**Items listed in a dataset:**
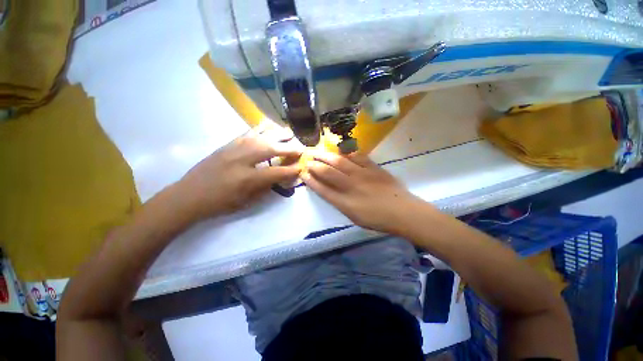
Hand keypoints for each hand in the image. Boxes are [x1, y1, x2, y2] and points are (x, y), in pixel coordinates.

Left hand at [178, 126, 301, 219]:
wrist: (189, 195)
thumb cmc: (220, 203)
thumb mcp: (246, 201)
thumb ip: (267, 187)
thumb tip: (282, 177)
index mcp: (249, 178)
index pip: (278, 171)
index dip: (292, 170)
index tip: (302, 166)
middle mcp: (244, 159)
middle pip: (273, 148)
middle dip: (290, 148)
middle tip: (301, 147)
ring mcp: (235, 148)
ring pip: (262, 135)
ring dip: (278, 134)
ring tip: (289, 132)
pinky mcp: (228, 143)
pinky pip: (249, 132)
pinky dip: (262, 128)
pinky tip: (269, 126)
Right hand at [302, 151, 425, 233]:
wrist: (402, 212)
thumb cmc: (377, 219)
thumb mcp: (354, 217)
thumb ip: (340, 203)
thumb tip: (329, 191)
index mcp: (344, 203)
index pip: (322, 189)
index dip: (311, 181)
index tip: (303, 173)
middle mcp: (350, 186)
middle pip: (328, 172)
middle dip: (314, 165)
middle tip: (307, 159)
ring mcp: (362, 175)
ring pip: (339, 161)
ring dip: (326, 156)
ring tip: (317, 151)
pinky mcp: (373, 168)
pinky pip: (357, 156)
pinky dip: (346, 152)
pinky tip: (340, 151)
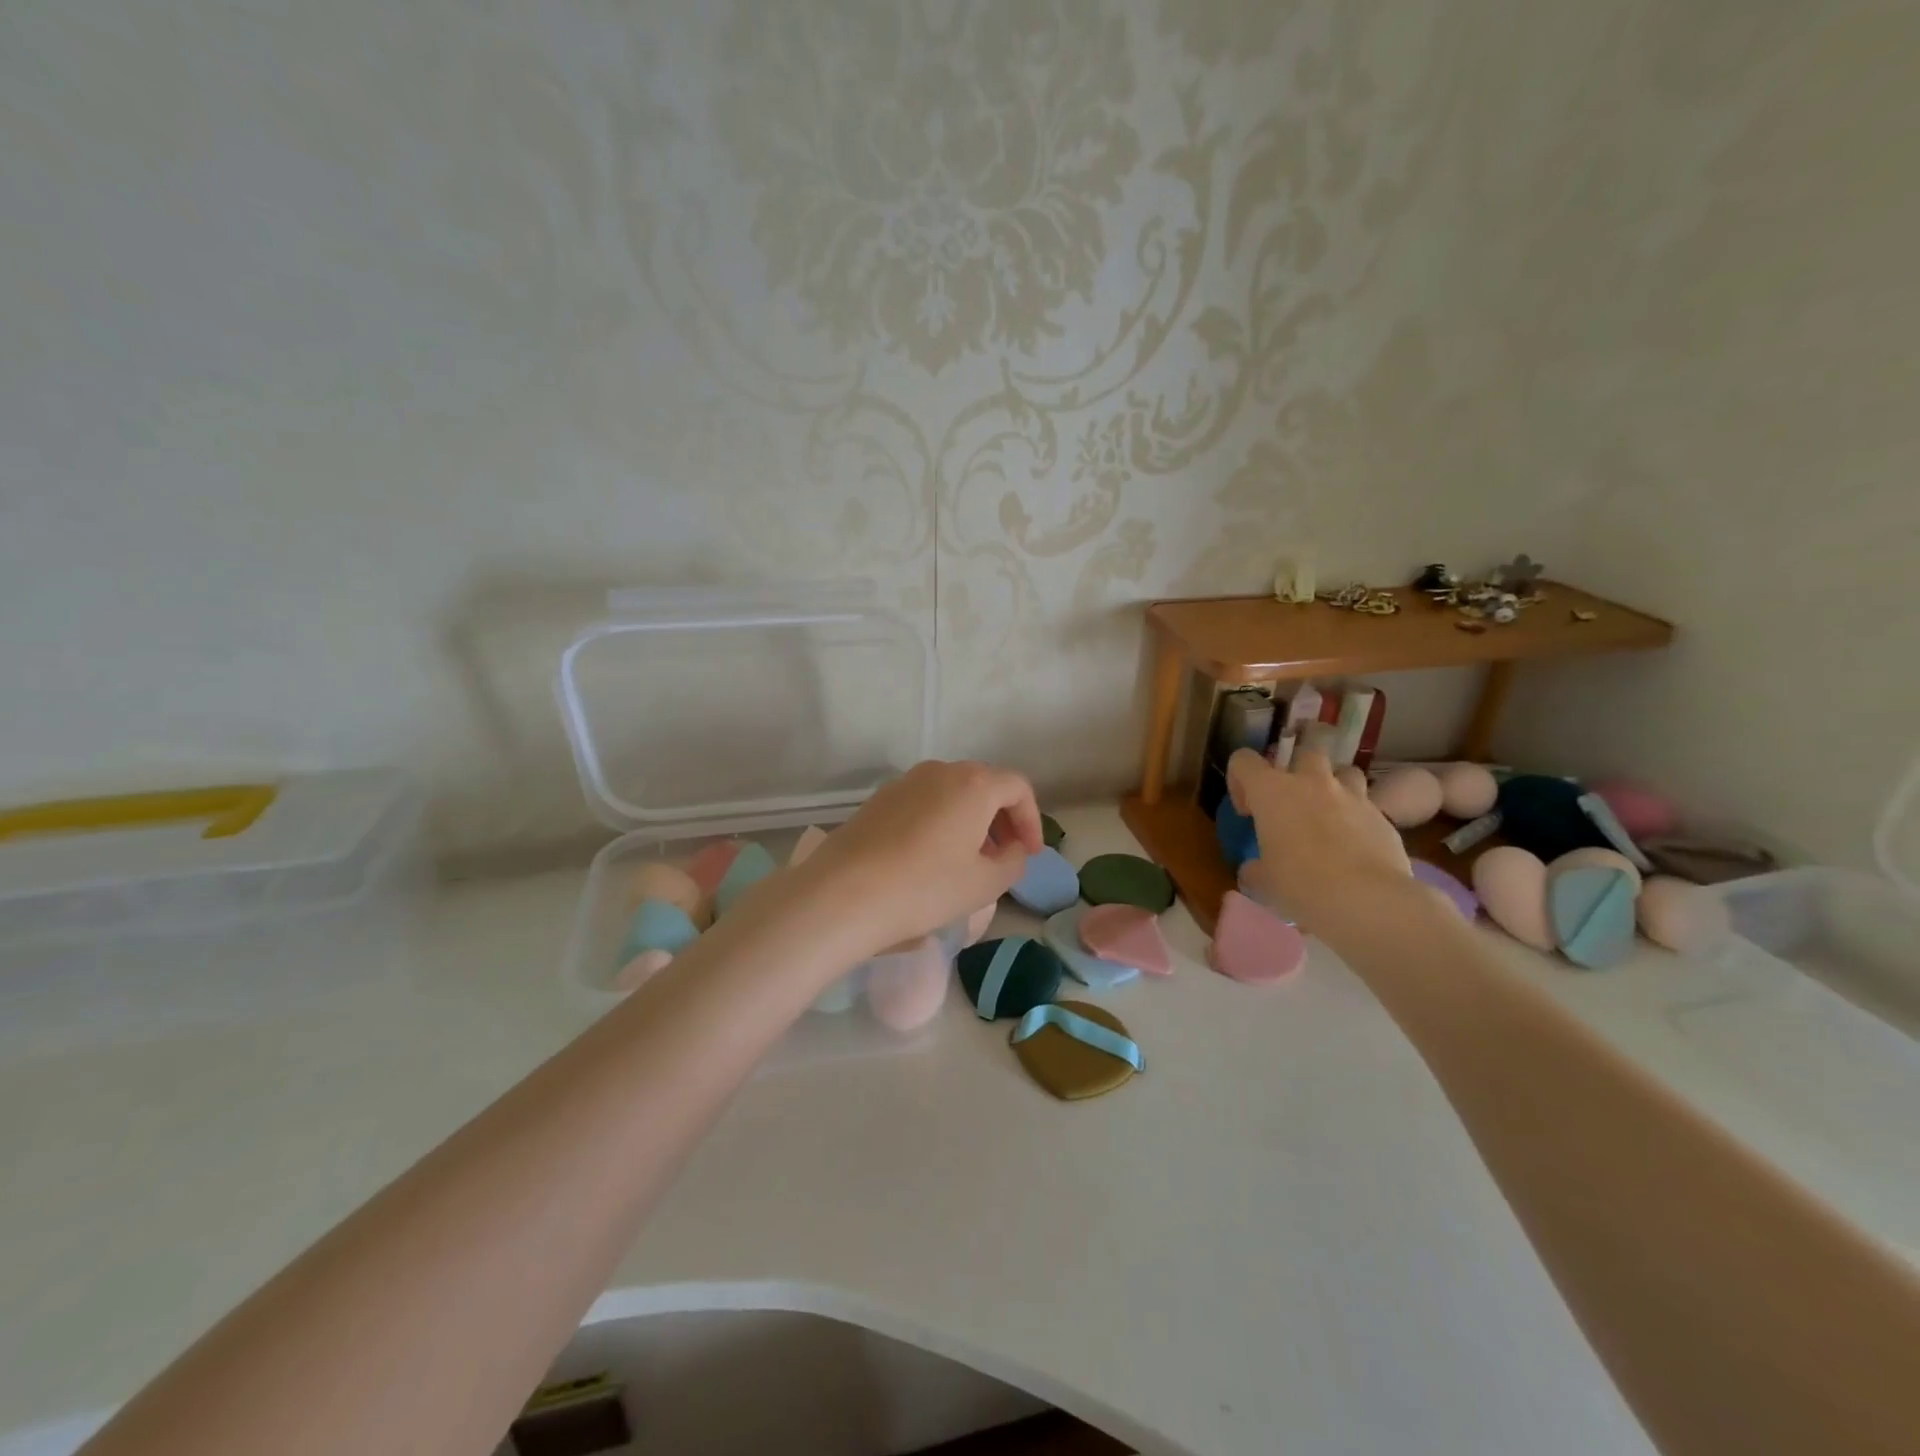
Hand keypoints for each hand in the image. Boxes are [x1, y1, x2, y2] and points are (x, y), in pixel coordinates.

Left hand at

**TO DO:** Take the line that contains "ring mcp: (362, 175)" as the first and the last line of the records as the end, and please quote those lines exactly, pictures omitted.

**WORKED SOLUTION:**
ring mcp: (362, 175)
ring pip: (339, 161)
ring dip: (326, 156)
ring tip: (317, 151)
pinky mcp: (373, 168)
pinky pip: (357, 156)
pinky dip: (346, 152)
pinky tip: (340, 151)
Hand keypoints for each hand in the image. Boxes are [x1, y1, x2, y2] and points are (x, y), in pixel coordinates.

Left hand at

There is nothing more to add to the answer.